- Jun 27, 2006
Croucher hurls himself onto Taliban grenade
One man’s heroism saved the lives of his patrol – and left him with nothing more than a bloody noseStephen Grey in Helmand
A Royal Marine in southern Afghanistan threw himself onto an exploding grenade to save the lives of his patrol.
Miraculously, Lance Corporal Matt Croucher, a marine reservist from Birmingham, survived the blast with little injury when his rucksack and body armour took the force of the blast. He is expected to receive one of the highest awards for gallantry.
The story of his courage emerged last week in interviews with marines occupying a forward operating base near Sangin in Helmand province. They are preparing to leave after serving for six months at the centre of some of the fiercest fighting in Afghanistan. The outpost, Forward Operating Base Inkerman, is better known to troops as "FOB Incoming".
Croucher's action occurred just before dawn on February 9, as the reconnaissance troop from 40 Commando, operating to the south of Sangin, was searching a compound it suspected was being used for making bombs to attack British and Afghan troops.
Walking in the darkness among a group of four men, Croucher stepped into a tripwire that pulled the pin from a boobytrap grenade. His patrol commander, Corporal Adam Lesley, remembered Croucher's shout of: "Grenade!"
Lance Corporal Matt Croucher said:"I knew a grenade like this has a killing circumference of about five metres. I'd been through this scenario in my mind and realised there was nowhere to take cover—there's no point running off cos you're gonna catch shrapnel.
"The lads behind me would have caught a lot too. I'm very tight with the other three guys. There have been a few times when they've saved my bacon. So I went down next to the grenade.
"I figured that if I could keep my torso and head intact I'd probably survive any other injuries — although I fully expected to lose a limb."
His backpack— filled with a medical pack, shoulder-launched 66mm rocket and radio equipment—took the full force of the blast.

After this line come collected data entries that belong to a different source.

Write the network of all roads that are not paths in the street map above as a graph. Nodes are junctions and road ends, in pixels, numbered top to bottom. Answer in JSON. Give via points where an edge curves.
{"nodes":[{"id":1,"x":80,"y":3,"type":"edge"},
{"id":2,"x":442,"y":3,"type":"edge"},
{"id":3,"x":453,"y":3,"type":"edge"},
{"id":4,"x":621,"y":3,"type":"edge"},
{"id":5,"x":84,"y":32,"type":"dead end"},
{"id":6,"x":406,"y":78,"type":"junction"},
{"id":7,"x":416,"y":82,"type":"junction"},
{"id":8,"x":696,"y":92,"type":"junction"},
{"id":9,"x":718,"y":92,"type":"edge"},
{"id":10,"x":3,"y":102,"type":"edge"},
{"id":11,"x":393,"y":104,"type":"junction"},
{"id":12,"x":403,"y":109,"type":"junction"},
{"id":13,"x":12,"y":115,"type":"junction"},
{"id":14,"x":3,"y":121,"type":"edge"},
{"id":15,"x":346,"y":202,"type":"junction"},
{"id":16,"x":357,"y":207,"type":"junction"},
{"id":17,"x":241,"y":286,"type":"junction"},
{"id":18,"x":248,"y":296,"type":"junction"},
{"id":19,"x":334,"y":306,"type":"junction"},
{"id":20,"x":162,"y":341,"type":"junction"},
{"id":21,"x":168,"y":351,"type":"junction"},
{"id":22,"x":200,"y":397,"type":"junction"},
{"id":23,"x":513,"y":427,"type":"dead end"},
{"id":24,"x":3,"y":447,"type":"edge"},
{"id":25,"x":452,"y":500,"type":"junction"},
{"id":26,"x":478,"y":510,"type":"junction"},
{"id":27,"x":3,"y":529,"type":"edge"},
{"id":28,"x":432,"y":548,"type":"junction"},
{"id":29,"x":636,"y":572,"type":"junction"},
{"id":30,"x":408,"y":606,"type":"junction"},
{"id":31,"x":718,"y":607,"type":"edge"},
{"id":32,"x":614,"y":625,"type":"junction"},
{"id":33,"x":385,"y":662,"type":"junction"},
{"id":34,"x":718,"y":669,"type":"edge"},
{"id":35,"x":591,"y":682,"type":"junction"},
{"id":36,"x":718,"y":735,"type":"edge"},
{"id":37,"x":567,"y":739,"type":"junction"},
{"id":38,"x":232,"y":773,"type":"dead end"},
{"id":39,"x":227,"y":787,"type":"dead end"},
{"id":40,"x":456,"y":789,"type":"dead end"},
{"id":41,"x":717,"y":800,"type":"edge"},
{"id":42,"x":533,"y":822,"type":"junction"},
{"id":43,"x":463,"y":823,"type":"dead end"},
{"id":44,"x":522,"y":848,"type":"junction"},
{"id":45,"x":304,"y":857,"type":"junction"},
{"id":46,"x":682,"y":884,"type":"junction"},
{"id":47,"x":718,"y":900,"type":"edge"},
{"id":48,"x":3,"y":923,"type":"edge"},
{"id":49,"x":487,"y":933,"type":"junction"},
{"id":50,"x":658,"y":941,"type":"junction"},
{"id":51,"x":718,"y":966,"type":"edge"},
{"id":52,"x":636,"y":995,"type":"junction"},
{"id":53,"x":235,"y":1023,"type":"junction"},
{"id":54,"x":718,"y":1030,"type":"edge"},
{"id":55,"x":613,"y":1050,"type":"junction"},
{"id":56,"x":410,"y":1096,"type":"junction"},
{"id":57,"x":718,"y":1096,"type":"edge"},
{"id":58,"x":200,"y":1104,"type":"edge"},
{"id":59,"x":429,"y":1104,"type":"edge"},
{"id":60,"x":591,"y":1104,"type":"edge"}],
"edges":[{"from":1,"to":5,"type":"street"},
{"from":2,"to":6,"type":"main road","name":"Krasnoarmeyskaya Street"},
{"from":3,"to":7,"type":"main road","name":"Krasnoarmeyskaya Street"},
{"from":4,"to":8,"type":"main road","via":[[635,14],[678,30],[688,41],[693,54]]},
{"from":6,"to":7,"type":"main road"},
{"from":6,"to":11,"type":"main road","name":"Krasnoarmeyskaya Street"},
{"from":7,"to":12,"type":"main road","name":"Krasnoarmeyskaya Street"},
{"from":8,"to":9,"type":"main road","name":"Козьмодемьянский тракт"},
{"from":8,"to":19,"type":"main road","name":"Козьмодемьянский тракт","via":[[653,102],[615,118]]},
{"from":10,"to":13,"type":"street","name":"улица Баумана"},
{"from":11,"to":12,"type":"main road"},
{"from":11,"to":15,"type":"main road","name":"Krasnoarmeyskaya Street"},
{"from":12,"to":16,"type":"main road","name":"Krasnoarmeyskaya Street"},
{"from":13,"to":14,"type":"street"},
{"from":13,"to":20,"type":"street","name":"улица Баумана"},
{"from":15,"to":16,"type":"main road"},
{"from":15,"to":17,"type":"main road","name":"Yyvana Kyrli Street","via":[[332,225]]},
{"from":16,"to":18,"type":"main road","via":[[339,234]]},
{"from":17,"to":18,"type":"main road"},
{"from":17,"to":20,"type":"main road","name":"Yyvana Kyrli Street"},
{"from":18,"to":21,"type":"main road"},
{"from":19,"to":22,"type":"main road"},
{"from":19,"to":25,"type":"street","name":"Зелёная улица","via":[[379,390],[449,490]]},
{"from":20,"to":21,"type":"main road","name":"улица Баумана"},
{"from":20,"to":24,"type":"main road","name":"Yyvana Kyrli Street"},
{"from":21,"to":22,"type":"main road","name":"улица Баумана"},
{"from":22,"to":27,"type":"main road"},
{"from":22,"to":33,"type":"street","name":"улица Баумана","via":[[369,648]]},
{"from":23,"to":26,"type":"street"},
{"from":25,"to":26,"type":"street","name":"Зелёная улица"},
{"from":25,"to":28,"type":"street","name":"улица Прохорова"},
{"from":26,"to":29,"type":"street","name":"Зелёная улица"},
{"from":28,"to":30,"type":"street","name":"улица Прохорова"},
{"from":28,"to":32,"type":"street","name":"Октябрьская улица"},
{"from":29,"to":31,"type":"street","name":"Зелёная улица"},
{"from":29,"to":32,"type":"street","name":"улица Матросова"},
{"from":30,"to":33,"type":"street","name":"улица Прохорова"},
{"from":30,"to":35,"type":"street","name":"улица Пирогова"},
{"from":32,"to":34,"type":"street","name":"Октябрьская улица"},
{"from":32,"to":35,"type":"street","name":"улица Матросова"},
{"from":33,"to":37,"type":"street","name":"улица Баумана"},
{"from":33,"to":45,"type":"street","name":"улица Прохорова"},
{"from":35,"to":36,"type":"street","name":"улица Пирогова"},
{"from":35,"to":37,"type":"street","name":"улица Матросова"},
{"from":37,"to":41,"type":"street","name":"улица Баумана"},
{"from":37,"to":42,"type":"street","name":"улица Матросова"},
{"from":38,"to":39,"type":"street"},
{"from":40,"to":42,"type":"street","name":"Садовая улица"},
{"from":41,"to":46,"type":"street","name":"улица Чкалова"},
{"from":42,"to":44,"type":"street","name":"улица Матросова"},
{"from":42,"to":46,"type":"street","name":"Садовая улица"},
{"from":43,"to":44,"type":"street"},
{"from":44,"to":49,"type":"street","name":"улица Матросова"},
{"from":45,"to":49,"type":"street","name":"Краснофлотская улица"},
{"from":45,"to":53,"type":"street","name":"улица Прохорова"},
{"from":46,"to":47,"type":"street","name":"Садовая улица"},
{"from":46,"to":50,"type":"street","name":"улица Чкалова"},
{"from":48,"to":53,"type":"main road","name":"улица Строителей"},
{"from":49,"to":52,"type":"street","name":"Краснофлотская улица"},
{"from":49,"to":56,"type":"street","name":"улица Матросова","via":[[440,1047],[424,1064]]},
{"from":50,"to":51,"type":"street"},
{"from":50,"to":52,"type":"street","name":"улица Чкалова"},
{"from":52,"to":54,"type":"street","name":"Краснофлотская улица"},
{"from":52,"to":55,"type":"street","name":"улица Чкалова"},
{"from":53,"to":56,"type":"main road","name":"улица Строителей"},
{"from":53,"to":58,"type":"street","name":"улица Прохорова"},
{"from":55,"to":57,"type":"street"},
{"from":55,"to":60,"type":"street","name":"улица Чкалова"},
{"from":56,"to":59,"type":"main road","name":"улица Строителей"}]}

"It was blown straight off my back. The blast shunted me a full metre. The lithium battery for my communication equipment took the brunt of the shrapnel—it landed 10 metres away with sparks and flames flying from it.
"I was completely disorientated. The shockwave had exploded the blood vessels in my nose. All I could hear was a loud ringing and the faint sound of people shouting 'Are you ok? Are you ok?'
"Then I felt one of the lads giving me a top to toe check. A minute later someone said ‘you were ****** lucky'. They were like ‘what are you doing, you nutter?' But you could feel their relief."